The camera on the Phantom 4 Pro features a mechanical shutter as compared to the electrical shutter on the Mavic 2 Pro. A mechanical shutter is of great assistance when capturing photographs.
The next question is which has superior colors straight out of the camera. This question is for folks who do not want to spend a significant deal of time color grading and simply want nice color straight from the camera. When shooting in standard color mode on either, I’d have to say I prefer the Phantom 4 Pro’s colors somewhat more.
The Mavic’s Hasselblad sensor seems to produce a somewhat warmer hue and a slightly more saturated color palette. When tested, I manually set both of these cameras to 5600 Kelvin, which should make whites appear white in daylight.
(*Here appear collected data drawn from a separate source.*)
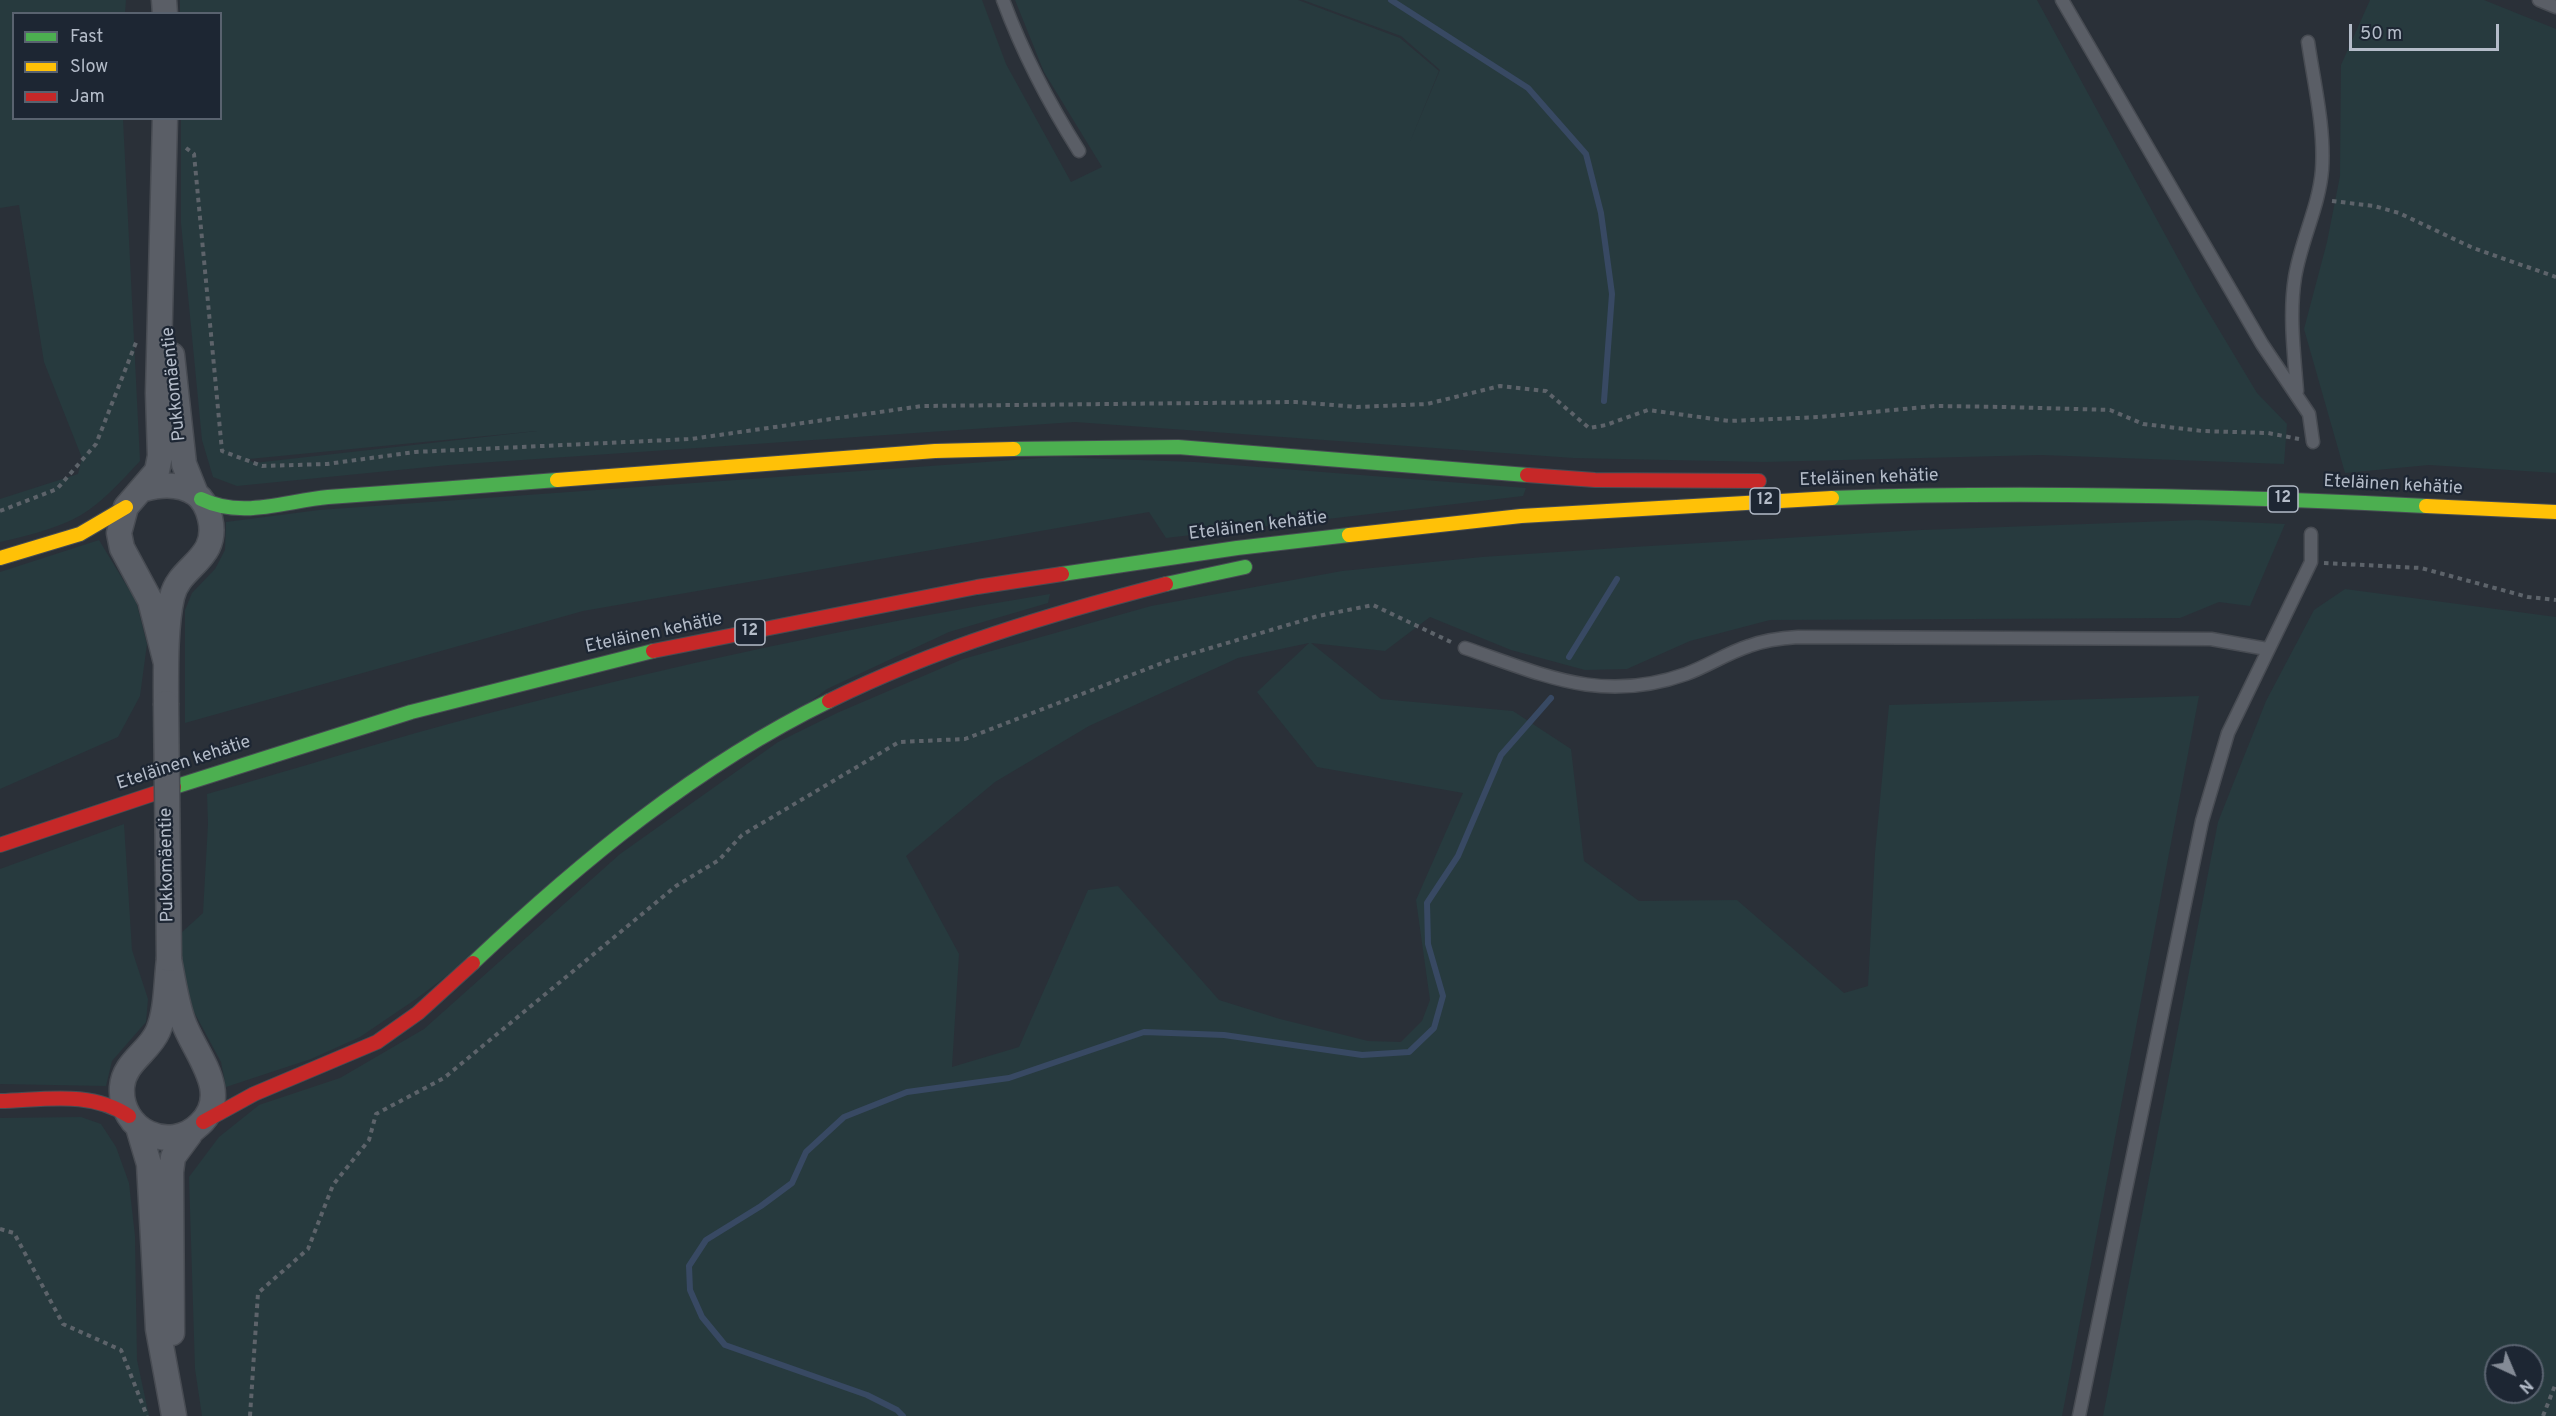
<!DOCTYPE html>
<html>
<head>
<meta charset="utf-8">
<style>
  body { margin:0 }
  #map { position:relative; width:2556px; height:1416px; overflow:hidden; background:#2a3038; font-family:Overpass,sans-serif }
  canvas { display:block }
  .legend { position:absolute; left:12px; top:12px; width:210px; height:108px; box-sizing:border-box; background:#1d2633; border:2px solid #59626f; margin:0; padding:8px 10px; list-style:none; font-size:18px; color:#b4bcc9 }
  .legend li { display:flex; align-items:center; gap:12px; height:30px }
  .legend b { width:30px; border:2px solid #59626f }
  .north { position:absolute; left:2484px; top:1344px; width:60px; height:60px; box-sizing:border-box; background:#1d2633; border:2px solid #59626f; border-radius:50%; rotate:136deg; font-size:16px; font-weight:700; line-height:24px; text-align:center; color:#b4bcc9 }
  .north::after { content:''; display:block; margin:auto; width:21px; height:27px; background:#848b96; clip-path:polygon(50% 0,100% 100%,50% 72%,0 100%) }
  .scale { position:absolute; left:2349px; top:24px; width:150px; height:27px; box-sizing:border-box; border:3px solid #b4bcc9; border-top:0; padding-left:8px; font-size:18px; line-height:21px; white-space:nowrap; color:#b4bcc9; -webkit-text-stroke:4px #1d2633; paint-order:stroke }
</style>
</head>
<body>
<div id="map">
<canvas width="2556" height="1416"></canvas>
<ul class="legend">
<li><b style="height:8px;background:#4caf50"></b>Fast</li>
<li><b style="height:8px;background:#ffc107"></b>Slow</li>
<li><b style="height:8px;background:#c62828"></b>Jam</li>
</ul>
<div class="north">N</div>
<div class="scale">50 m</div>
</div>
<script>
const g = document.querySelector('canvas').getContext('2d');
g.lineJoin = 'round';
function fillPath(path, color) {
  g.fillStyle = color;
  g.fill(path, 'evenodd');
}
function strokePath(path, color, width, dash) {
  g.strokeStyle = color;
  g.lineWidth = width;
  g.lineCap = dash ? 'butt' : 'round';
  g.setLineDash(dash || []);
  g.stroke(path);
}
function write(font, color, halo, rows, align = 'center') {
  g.font = font + ' Overpass,sans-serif';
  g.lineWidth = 4.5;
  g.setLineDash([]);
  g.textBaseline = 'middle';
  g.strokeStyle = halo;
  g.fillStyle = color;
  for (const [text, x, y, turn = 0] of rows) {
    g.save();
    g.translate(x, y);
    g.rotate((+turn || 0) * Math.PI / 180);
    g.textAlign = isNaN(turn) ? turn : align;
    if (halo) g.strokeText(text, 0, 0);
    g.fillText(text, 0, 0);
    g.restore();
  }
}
fillPath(new Path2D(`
  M0,0H126L125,13L14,14V118L123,119L140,461C122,480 103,502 81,515C57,529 26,536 0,542V499L78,474L82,458L44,362L19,205L0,208Z
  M180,0H982L1006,64L1071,182L1102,167L1044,72L1015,0H1298L1400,38L1439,71L1409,144L1440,70L1401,36L1303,0H2037L2197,293L2257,393L2287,424L2284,464L2041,455L1764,462L1573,458L1075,422L449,465L237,486L213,477L202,440L181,223V119L220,118V14L180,13ZM537,431L254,463L248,459H249Z
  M2370,0H2484L2556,29V473L2429,465L2345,473L2304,329L2327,242L2340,176L2341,65Z
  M1055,457L1195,462L1526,488L1523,496L1166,538L1149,512L583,611L185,723V610L192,593L215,569L225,550L226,522L319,510Z
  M2197,520L2285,524L2250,606L2219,602L2180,618L1770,620L1690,641L1627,669L1585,670L1511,650L1430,617L1385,651L1311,643L1381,699L1513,711L1571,749L1584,861L1639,901L1737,900L1844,993L1868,986L1875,853L1889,705L2199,696L2062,1416H202L195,1369L189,1177L219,1137L259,1105L340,1078L424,1029L620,854L778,742L837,713L963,659L1151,606L1342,571L1482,557L1633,547L1921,530ZM1309,643L1257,692L1317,767L1463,793L1416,900L1430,1000L1422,1021L1401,1042L1368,1041L1280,1019L1219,1000L1118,886L1088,890L1019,1047L952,1067L959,954L906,856L995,782L1089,726L1238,658Z
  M99,540L136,601L147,644L140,696L118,737L0,789V572Z
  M2345,589L2556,617V1416H2103L2218,822L2266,701L2314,610ZM2496,1356H2532V1392H2496Z
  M1050,594L1048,603L949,632L827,689L416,999L360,1037L311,1059L226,1087L221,1062L193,1010L183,972L181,933L203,913L208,824L207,794C299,768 390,739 482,715C669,666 859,625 1050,594Z
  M124,824L132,950L148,999L146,1022L112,1061L106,1086L0,1084V869Z
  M81,1117L101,1124L116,1147L129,1183L135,1236L137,1360L149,1416H0V1118Z`), '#273a3e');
strokePath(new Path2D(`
  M1391,0L1528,88L1586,154L1601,213L1612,294L1604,401
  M1569,657L1617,579
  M903,1416L897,1410L867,1395L725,1345L702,1317L690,1290L689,1266L706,1240L761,1206L792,1183L806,1152L844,1117L907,1092L1009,1078L1144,1032L1224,1035L1362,1055L1409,1052L1434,1028L1443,996L1428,944L1427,903L1458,856L1501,755L1551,698`), '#384963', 6);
const lane = new Path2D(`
  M1003,0C1023,54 1048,102 1079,151
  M2062,0L2262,344L2309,414L2313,442
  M2539,0L2556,7
  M2297,391C2294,353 2289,314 2295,277C2301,240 2319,207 2322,170C2325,128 2314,83 2308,42
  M1465,648C1544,675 1602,704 1686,674C1708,666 1727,653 1749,646C1765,640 1781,638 1798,637L2211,639L2267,649
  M2079,1416L2202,821L2228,733L2311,562V534`);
const street = new Path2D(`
  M164,0L165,14
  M165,118L158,393L160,456L157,471L126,507L119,533L122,548L150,600L166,663
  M172,355L184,464L196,494
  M144,489C162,484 180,483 196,494C204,500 208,510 210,518C220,560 179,565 172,597C165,627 166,672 166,703
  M169,959C173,980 176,1001 183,1021C194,1053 233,1093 200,1124C170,1154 119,1131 122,1087C124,1062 149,1052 158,1031C167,1010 166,981 169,959Z
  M138,1127L149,1164L158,1329L174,1416
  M172,1333L171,1172L173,1157L190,1134`);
const fast = new Path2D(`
  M1014,449L1178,447L1527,475
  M1832,498C2030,491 2228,496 2426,506
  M201,499C242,519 285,501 328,497C404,492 481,486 557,480
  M1062,574L1237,548L1349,535
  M1166,584L1245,567
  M174,787L411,712L653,651
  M473,963C580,862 696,766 829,701`);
const slow = new Path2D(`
  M557,480L935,451L1014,449
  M2426,506L2556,512
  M1349,535L1521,516L1832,498
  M0,558L80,534L126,507`);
const jam = new Path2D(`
  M1527,475L1595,480L1759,481
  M653,651L977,587L1062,574
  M829,701C936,648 1050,614 1166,584
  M0,845L174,787
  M0,1101C44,1100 90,1090 129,1116
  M203,1122L254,1094L377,1042L418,1013L473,963`);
strokePath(lane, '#484c53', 15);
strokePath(street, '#484c53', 27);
strokePath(fast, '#474c53', 16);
strokePath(slow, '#474c53', 16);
strokePath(jam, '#474c53', 16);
strokePath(new Path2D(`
  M186,148L194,154L222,451L262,466L327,464L415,452L691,439L922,406L1296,402L1357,407L1427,404L1500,386L1546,391L1589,428L1606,425L1648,410L1729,421L1820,417L1935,406L2006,407L2110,410L2143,424L2202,431L2268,433L2299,439
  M2332,201L2374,206L2399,213L2473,248L2556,277
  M0,511L57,489L96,444L137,340
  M2324,563L2421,568L2528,597L2556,600
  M0,1229L14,1233L63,1324L121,1350L147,1416
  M250,1416L258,1293L308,1249L333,1185L369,1140L376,1114L444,1078L676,886L719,860L742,835L899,742L965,739L1170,660L1318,616L1373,605L1453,643
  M2543,1416L2556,1383`), '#5d636a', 4, [4.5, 4.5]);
strokePath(lane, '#5a5e66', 12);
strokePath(street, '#5a5e66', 24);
strokePath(fast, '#4caf50', 14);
strokePath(slow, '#ffc107', 14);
strokePath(jam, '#c62828', 14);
const streetBridge = new Path2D(`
  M166,703L169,959`);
strokePath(streetBridge, '#484c53', 27, []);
strokePath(streetBridge, '#5a5e66', 24);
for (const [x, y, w] of [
  [2283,499,30],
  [1765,501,30],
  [750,632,30]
]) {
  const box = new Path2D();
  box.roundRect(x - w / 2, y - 13, w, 26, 4.5);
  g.fillStyle = '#1d2633';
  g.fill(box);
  strokePath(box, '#b4bcc9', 1.5);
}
write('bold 16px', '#b4bcc9', null, [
  ["12",2283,499],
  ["12",1765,501],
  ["12",750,632]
]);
write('18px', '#b4bcc9', '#1d2633', [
  ["Pukkomäentie",175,384,-96],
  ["Eteläinen kehätie",1869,479,-2],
  ["Eteläinen kehätie",2393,486,3],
  ["Eteläinen kehätie",1258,527,-7],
  ["Eteläinen kehätie",654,634,-12],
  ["Eteläinen kehätie",184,764,-18],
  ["Pukkomäentie",168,865,-91]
]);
</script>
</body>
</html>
However, the Mavic’s images appeared a bit too warm. Just be aware that you will need to reduce the Mavic’s temperature a bit further. In standard color mode, I believe the colors on the Phantom appear slightly more true, but this is really my opinion. Both have excellent colors right out of the camera.
Next, the low-light performance was evaluated. The Phantom 4 Pro exhibits slightly less noise than the Mavic 2 Pro at an ISO of 1600. The Phantom can go as high as 6400 ISO. However, as you can see in the table below, in this setting, the camera is practically unusable.
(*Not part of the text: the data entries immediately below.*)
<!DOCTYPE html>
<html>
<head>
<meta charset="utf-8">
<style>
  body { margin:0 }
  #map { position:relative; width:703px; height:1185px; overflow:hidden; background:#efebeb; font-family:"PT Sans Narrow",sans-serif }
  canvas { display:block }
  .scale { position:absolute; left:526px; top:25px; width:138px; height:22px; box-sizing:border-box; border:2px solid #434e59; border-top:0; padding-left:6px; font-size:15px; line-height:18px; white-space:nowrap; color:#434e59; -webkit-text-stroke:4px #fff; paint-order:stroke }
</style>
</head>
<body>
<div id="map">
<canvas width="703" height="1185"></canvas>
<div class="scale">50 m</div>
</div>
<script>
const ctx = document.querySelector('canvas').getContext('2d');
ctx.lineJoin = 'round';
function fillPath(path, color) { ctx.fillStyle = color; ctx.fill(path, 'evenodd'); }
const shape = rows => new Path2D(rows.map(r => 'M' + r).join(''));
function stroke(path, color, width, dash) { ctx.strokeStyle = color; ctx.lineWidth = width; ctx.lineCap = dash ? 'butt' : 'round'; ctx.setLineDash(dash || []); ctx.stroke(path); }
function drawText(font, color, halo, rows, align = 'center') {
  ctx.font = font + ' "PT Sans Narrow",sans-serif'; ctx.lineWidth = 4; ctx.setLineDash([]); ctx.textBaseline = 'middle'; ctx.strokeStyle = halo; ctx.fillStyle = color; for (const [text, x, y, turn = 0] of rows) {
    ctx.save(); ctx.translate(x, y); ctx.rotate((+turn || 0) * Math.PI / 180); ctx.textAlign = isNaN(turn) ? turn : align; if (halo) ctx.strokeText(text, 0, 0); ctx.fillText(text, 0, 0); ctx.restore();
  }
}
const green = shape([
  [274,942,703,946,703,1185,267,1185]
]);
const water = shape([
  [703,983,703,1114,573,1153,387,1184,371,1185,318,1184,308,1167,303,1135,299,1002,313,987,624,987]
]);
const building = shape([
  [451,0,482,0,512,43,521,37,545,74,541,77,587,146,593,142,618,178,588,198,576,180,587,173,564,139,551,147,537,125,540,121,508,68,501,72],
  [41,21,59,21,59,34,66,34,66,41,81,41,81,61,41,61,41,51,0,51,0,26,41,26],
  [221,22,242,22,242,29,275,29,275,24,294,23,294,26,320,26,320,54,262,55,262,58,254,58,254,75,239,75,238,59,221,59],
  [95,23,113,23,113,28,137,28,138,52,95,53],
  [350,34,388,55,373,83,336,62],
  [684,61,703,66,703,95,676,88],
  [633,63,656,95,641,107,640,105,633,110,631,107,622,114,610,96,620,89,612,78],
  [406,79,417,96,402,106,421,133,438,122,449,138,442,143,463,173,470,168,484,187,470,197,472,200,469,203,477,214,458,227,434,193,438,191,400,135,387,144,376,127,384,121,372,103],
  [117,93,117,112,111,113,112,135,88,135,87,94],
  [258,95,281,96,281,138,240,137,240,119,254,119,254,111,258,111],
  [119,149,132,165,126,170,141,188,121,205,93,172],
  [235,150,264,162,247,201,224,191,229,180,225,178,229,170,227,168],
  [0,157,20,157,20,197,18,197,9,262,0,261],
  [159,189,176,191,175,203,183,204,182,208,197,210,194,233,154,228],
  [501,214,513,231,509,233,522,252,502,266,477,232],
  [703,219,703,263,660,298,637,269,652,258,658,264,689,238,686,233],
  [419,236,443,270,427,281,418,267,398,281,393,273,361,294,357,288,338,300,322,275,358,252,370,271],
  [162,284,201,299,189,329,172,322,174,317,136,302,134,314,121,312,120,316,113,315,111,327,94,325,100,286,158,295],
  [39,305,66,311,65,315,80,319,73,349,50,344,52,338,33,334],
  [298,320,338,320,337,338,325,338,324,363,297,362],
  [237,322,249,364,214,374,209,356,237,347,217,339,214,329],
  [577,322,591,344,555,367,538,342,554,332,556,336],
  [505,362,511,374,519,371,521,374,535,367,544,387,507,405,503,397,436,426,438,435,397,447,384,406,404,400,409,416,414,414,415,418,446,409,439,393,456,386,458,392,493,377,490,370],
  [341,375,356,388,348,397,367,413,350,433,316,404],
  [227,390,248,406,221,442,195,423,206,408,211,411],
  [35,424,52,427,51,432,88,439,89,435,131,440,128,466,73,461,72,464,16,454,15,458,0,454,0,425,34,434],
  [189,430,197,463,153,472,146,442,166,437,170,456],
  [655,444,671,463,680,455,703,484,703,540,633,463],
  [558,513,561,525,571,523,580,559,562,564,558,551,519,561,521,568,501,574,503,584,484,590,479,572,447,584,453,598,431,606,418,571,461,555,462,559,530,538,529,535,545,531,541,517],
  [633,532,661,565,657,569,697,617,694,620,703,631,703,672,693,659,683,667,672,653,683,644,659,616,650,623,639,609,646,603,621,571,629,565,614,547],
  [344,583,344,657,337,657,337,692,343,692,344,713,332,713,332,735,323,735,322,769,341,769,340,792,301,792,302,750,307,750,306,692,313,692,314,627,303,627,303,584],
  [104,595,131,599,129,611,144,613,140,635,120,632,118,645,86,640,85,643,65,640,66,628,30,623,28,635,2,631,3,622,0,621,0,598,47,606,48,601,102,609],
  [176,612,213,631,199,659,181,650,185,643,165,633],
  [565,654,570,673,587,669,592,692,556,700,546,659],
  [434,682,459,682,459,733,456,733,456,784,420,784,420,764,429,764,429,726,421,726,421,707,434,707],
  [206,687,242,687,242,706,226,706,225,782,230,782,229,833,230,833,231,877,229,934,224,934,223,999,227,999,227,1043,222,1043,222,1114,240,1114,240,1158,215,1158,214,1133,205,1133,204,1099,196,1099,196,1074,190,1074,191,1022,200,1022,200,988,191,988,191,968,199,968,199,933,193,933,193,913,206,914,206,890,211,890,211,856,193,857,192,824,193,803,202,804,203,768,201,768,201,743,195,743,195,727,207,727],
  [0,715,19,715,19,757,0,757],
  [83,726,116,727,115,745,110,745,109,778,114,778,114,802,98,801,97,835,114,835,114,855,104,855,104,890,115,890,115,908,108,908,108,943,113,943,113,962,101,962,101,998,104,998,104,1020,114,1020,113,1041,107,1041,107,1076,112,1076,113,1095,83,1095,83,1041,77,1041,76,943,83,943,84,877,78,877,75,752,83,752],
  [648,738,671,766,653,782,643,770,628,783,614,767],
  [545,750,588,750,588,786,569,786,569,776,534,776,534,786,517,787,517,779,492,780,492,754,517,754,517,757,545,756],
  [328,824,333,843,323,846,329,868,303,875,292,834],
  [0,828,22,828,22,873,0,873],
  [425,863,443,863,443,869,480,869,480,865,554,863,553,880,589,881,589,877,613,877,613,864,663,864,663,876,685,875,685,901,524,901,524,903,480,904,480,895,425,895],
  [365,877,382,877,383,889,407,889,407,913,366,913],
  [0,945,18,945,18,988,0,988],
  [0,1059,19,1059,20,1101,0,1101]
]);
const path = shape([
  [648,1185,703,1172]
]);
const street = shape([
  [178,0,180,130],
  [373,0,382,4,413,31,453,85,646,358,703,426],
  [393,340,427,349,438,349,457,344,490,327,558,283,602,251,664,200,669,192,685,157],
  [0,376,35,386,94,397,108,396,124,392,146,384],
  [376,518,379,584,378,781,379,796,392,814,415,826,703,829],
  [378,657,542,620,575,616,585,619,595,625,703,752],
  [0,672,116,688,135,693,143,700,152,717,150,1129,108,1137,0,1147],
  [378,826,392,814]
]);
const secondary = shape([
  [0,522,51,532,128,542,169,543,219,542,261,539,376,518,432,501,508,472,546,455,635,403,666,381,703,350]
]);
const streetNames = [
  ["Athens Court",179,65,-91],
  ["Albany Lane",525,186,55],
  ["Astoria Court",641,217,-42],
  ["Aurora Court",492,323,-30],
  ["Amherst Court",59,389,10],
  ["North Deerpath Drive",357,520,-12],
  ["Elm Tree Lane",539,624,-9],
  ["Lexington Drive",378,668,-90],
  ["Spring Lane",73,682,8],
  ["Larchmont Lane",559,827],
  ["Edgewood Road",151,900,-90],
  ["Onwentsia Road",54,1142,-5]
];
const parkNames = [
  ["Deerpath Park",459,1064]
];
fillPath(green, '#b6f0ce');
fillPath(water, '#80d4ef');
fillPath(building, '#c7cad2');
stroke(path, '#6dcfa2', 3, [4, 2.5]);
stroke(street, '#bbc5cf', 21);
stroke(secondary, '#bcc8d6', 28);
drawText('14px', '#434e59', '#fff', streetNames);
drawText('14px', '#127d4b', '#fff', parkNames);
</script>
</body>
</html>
Therefore, 1600 is as far as I go. In terms of image quality, the answer to the question “Which one is better?” is “Phantom 4 pro v2 0 vs Mavic 2 pro: They’re just different.” Each has advantages over the other, and it depends on the characteristics you value the most. I’m confident you’ll be satisfied with either option, as they both produce excellent video and images.
Other drone comparisons you can check out:
The DJI Phantom 4 Pro and Mavic 2 Pro are two of the most popular drones on the market. Both drones offer excellent features and performance. However, there is some key difference between phantom 4 pro and Mavic 2 Pro. The Phantom 4 Pro is a more expensive drone, but it offers a number of features that the Mavic 2 Pro does not, including a higher quality camera and longer flight time. The Mavic 2 Pro is a more portable drone, but it does not have the same range or flight time as the Phantom 4 Pro.